Cross platform URI schemes and notification area icons
Marty Jack
martyj19 at comcast.net
Sun Jul 24 07:40:02 PDT 2011
On 07/24/2011 09:49 AM, Keith Poole wrote:
> Hey,
>
> Thanks for your response, however I was referring to registering it with the system, eg: application 'abc' starts and registers the scheme abc:// to run itself passing the URL as a parameter.
>
> Under Windows and Mac OS this is quite easy, but there are so many varieties of Linux and different desktop managers that I was hoping there might be some sort of cross-DM management tool, similar to, or as part of xdg-utils.
>
> Thanks
> -Keith
>
> On 24/07/2011, at 11:26 PM, Marty Jack <martyj19 at comcast.net> wrote:
>
Unix-like systems tend to use MIME type as the input key for deriving an application that will handle a particular format.

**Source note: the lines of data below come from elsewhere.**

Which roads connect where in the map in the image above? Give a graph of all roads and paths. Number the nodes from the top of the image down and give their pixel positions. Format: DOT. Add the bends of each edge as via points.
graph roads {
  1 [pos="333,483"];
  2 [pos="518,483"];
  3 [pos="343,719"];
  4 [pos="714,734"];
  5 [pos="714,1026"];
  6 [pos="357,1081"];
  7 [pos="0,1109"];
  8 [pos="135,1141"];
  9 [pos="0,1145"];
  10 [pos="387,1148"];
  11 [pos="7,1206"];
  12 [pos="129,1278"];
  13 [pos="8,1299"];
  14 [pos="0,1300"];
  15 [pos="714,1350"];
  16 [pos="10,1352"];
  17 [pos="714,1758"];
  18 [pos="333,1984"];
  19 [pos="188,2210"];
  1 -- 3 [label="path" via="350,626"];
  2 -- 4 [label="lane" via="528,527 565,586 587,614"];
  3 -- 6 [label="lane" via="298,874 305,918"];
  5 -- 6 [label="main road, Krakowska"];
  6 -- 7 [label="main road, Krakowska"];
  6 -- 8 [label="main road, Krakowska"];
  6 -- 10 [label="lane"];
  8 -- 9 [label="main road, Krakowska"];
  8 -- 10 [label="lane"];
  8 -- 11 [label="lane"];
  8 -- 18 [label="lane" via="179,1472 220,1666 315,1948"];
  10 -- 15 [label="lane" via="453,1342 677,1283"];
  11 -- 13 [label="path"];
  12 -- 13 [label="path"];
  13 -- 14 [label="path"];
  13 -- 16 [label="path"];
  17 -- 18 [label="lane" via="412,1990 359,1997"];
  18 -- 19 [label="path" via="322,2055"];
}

See xdg-mime and
http://standards.freedesktop.org/shared-mime-info-spec/shared-mime-info-spec-latest.html
There is no desktop independent registry for "scheme" such as you are describing. There are GNOME and KDE and browser specific ways of configuring it.
>>
>>
>> On 07/24/2011 07:26 AM, Keith Poole wrote:
>>> Hey,
>>>
>>> Sorry if this has been covered before, but I couldn't find anything after a fair bit of research.
>>>
>>> I'm looking for a fairly distribution/DM-agnostic (eg: will work with Gnome/KDE/XFCE/etc) way of registering a new URI scheme such as abc://name?data and for creating a Notification Area icon.
>>>
>>> Any help or suggestions would be appreciated.
>>>
>>> Thanks in advance,
>>> -Keith
>>>
>>>
>>> _______________________________________________
>>> xdg mailing list
>>> xdg at lists.freedesktop.org
>>> http://lists.freedesktop.org/mailman/listinfo/xdg
>>
>> Well technically the IETF registers scheme names. However unless your application has industry wide impact they are not going to bother with you. I would suggest using whatever you like that seems unused and (up to some point pre-release) be prepared to change it if you later learn of a collision. It is hard to know without some more detail about the scope of what you are doing.
>>
>> As to notification area icons, in GTK there is GtkStatusIcon or GtkPlug; Qt has QSystemTrayIcon. If you were interested in the Ubuntu specific indicator applet mechanism, libindicator.